Building a “Fallen AI Core” themed paludarium – curious what this community thinks
Hey everyone, longtime lurker finally making my first post here!
I've been building planted tanks and paludariums for a few years and I'm currently working on a new build that I wanted to get some feedback on from people deep in the hobby.
The concept I'm experimenting with is something I'm calling “The Fallen AI Core.”
The idea is that a machine meant to control nature has been sitting in the environment for years and nature has slowly reclaimed it - vines growing over it, moss taking hold, plants slowly engulfing the structure while the ecosystem develops around it.
The concept image is more of an artistic direction. The final enclosure will end up much more plant-heavy and natural looking like my previous build, also attached.
The enclosure itself will be a large vertical paludarium:
48" long × 27" deep × 66" tall
with roughly ~21 inches of water depth (75 gallon aquarium) and the rest dedicated to the planted arboreal section above.
Right now I'm planning to build the background using a mix of:
- carved expanding foam for structure and ledges
- cork bark for climbing surfaces and hides
- sealed surfaces (Drylok style coating) so plants can attach and roots can establish
- potentially materials like EpiWeb or Hygrolon to help plants grow over the structure (but I've never used these before!)

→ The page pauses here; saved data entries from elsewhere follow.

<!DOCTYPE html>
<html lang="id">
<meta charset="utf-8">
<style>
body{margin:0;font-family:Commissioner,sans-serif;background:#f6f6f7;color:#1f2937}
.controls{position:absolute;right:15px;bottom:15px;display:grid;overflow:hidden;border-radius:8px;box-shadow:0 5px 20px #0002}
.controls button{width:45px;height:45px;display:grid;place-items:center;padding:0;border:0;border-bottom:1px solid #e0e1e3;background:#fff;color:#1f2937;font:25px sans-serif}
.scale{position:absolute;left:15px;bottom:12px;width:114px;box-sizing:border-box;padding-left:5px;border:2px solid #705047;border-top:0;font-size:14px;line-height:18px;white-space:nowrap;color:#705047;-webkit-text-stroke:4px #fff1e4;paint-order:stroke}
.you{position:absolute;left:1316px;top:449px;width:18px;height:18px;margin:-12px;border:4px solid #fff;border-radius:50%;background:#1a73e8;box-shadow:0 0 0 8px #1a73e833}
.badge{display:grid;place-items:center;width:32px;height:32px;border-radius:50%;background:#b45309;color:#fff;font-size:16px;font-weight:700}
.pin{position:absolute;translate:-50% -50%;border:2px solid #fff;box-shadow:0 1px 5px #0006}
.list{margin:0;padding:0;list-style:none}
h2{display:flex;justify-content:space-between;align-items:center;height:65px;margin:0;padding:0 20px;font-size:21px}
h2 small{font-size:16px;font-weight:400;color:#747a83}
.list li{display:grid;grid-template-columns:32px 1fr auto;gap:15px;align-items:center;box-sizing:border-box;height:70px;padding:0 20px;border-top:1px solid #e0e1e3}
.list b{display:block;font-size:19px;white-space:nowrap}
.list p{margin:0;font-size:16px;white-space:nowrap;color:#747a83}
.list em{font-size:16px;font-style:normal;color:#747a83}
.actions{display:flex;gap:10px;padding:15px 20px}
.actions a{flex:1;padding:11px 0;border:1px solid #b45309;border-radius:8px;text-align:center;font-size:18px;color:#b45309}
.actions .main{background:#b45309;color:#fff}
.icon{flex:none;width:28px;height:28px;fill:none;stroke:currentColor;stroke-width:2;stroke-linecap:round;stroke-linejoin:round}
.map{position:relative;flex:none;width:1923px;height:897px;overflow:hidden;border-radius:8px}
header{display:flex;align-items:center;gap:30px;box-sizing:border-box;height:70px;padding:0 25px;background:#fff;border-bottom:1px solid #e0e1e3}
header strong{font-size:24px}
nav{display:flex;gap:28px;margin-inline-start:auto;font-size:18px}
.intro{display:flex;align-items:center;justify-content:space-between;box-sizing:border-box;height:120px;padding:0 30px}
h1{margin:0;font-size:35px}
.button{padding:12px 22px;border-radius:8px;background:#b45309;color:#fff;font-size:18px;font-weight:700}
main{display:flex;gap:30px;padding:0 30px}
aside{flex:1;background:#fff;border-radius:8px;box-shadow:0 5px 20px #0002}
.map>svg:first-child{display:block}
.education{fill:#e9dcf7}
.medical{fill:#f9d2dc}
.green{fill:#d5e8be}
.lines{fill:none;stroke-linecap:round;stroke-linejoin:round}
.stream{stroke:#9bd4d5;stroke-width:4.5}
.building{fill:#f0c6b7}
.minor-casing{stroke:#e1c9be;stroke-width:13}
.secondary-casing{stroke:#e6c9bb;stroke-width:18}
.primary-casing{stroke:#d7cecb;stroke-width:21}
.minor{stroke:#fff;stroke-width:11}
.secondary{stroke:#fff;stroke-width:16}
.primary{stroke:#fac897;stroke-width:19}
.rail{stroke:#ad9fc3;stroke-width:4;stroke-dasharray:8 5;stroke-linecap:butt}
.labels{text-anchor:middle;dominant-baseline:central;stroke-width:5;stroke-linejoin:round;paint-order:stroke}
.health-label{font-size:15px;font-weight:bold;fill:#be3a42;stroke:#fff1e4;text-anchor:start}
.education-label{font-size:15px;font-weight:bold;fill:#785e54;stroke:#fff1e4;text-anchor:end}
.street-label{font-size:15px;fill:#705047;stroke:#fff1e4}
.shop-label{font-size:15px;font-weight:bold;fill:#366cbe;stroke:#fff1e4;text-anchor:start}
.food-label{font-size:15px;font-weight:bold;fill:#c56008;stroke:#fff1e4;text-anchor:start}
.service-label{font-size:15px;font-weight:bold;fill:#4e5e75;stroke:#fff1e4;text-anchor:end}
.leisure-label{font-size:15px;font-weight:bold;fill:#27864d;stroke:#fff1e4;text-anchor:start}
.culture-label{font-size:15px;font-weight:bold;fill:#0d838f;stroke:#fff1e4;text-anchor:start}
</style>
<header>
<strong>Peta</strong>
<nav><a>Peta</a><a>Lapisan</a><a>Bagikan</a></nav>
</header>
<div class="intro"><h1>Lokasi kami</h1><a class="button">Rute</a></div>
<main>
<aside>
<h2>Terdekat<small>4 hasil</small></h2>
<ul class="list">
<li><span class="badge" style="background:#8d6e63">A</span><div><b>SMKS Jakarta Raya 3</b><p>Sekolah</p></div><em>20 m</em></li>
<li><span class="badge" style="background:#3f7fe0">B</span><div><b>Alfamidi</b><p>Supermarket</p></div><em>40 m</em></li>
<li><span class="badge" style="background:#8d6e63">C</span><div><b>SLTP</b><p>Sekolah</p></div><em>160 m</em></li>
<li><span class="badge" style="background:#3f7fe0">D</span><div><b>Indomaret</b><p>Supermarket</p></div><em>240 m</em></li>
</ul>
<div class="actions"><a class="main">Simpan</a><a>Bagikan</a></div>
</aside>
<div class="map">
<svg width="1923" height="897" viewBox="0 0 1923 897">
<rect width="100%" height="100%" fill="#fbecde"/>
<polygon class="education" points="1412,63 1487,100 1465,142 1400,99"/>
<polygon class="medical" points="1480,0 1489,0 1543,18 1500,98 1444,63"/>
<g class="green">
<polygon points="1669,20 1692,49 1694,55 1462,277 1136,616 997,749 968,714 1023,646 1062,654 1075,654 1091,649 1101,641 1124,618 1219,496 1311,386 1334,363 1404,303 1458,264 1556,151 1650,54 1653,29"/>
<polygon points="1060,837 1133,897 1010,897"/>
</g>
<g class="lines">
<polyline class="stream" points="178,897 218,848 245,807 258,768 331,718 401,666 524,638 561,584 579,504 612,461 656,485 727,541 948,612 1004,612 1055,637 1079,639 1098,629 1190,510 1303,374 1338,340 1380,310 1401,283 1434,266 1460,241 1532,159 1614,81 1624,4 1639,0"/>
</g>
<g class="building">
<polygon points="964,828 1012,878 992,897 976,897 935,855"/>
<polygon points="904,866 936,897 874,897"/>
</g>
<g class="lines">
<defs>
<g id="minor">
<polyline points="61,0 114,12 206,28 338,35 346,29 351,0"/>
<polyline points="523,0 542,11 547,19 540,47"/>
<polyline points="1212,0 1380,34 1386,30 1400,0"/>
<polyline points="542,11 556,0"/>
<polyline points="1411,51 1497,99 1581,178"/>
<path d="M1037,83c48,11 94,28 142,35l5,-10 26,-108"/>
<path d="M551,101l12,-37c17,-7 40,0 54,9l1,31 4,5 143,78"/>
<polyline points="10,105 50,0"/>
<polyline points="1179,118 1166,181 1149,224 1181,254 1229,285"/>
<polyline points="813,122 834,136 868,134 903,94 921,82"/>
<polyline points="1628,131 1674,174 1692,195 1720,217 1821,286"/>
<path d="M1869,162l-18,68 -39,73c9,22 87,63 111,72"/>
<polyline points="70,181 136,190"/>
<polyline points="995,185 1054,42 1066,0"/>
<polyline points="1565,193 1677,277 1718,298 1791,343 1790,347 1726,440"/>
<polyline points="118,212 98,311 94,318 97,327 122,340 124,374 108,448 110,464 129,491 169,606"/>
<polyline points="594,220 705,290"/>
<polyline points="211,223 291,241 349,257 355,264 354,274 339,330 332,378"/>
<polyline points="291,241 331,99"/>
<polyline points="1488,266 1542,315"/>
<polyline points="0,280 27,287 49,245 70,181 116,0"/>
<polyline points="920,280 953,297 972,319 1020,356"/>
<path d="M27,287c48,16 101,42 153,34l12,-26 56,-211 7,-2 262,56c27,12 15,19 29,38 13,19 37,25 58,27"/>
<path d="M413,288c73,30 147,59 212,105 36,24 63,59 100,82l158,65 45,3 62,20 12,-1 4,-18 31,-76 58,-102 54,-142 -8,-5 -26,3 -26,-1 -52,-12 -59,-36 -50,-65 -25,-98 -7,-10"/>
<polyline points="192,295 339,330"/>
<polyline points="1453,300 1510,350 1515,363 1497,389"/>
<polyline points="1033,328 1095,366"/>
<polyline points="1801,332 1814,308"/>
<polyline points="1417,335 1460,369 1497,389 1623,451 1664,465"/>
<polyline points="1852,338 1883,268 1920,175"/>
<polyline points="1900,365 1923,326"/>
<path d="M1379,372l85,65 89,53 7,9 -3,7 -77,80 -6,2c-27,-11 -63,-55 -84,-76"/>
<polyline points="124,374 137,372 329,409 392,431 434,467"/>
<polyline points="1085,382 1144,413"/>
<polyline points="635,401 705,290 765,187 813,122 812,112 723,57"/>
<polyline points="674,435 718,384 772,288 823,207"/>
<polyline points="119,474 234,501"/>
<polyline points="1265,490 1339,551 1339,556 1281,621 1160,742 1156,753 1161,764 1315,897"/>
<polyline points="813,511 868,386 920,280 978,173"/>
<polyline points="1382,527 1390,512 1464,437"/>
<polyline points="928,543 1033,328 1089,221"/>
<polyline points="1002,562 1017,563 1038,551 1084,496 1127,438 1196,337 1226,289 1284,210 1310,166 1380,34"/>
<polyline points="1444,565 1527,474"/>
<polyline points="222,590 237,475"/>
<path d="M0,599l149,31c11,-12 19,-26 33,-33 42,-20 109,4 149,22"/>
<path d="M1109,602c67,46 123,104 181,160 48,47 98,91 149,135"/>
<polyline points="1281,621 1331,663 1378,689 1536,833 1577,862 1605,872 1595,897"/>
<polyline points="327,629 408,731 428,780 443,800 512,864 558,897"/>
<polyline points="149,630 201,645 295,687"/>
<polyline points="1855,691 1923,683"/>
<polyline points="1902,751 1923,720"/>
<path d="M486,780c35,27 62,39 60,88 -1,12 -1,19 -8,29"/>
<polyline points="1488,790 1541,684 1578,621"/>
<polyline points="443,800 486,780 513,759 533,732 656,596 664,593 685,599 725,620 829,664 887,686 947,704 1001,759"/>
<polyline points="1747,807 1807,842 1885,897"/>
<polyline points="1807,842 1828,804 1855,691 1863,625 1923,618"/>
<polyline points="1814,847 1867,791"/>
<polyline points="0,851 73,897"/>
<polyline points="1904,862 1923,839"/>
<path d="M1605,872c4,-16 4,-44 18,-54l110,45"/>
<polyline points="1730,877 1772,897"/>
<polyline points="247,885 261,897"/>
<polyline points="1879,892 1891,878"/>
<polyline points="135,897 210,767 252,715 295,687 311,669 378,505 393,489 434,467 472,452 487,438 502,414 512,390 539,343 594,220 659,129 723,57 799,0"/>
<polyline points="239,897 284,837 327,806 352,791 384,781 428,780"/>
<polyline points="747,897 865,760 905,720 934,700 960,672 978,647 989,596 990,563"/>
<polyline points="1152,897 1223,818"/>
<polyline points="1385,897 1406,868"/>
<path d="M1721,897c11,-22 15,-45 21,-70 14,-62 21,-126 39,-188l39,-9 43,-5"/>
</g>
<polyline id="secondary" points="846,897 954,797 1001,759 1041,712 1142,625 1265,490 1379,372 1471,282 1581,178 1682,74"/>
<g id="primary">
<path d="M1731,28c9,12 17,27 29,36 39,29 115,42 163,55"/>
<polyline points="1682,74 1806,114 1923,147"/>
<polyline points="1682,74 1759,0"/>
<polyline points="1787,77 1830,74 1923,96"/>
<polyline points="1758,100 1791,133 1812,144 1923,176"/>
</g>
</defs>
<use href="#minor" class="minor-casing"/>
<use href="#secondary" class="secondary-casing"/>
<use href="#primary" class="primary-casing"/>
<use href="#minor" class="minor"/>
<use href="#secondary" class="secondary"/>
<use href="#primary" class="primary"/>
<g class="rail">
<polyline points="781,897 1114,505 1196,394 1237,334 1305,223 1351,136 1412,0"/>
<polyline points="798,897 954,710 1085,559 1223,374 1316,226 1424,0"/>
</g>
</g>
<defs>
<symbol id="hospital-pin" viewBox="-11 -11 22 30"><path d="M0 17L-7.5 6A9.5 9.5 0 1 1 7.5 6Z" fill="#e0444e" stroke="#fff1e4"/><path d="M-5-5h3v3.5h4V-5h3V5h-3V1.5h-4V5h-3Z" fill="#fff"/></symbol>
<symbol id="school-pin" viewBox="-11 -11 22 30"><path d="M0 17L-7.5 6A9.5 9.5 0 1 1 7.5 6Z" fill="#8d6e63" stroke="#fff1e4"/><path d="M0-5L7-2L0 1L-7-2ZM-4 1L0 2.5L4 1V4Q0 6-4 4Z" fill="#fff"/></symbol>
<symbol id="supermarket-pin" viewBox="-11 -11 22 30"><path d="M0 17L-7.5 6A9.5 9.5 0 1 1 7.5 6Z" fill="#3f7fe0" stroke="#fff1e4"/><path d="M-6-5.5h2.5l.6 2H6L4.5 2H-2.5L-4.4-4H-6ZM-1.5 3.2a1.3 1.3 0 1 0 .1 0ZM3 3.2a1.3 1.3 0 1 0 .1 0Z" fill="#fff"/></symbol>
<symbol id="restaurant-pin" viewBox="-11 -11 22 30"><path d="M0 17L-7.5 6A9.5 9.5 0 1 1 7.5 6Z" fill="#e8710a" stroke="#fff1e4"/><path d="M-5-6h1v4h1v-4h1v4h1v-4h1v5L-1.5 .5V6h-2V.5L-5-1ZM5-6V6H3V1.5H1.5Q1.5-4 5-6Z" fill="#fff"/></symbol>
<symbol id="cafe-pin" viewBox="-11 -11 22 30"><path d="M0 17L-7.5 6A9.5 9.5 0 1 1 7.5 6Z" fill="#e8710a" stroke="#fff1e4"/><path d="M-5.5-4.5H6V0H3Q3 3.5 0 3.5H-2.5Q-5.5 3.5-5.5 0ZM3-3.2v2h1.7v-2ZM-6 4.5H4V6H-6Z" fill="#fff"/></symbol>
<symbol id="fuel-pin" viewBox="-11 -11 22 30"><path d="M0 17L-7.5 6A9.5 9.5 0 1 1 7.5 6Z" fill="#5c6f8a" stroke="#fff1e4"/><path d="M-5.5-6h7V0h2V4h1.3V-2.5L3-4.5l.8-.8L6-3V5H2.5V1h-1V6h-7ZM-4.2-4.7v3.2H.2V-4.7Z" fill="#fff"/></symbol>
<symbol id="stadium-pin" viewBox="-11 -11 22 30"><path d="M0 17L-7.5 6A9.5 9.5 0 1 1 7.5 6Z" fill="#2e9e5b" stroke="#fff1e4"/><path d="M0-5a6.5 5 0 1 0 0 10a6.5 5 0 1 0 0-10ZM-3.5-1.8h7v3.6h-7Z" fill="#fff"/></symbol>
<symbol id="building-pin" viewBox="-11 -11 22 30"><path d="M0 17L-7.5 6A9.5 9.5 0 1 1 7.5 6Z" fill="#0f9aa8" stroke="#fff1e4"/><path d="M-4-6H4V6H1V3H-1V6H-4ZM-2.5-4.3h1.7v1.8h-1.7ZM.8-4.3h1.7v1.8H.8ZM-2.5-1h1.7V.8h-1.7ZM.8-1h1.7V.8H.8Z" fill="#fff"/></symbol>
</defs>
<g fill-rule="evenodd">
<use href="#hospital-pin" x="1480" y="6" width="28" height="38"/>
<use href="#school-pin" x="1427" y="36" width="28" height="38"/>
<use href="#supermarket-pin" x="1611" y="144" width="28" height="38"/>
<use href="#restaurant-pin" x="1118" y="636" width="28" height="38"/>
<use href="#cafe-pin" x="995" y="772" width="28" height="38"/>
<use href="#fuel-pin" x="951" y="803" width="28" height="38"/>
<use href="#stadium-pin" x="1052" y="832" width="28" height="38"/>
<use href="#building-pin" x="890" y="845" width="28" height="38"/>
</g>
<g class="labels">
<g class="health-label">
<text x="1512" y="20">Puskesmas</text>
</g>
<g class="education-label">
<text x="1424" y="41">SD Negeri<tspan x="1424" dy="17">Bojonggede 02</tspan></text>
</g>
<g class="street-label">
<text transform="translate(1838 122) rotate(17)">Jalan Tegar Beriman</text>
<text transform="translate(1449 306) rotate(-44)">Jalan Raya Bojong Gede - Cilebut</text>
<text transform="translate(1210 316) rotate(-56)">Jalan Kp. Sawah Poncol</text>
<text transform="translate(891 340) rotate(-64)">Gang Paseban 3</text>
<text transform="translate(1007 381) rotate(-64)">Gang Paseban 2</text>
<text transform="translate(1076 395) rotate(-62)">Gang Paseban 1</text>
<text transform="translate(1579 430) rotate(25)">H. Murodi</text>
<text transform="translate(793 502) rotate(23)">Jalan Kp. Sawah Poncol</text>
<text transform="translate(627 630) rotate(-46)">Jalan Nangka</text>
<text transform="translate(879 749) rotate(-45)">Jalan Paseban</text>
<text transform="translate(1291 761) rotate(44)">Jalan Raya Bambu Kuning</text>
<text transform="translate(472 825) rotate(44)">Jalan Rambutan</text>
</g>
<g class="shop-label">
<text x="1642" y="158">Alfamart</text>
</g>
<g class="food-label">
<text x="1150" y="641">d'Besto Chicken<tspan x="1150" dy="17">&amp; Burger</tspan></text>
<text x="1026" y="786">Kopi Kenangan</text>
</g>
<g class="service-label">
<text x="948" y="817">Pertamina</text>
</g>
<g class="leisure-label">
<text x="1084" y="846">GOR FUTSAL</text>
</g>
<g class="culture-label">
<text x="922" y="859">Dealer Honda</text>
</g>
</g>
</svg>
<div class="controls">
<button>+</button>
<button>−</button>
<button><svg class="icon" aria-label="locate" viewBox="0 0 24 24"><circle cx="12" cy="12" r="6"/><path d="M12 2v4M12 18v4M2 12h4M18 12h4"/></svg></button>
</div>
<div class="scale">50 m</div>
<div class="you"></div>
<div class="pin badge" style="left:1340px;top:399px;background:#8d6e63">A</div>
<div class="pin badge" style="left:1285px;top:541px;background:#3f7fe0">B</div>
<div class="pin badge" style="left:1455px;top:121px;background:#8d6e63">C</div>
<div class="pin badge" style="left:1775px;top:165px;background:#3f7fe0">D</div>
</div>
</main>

The “AI core” itself would likely be embedded partially into the background so it functions more like hardscape rather than just a decorative object.
I'm also experimenting with a Raspberry Pi based monitoring/automation setup to track things like humidity, temperature, lighting cycles, and misting - mostly to help stabilize the environment once the enclosure is established.
I'm curious what people here think about the idea.
Have you seen any paludariums that successfully combine a strong theme with a natural ecosystem like this?
Also very open to suggestions for materials or techniques that work well for getting plants to establish on artificial structures.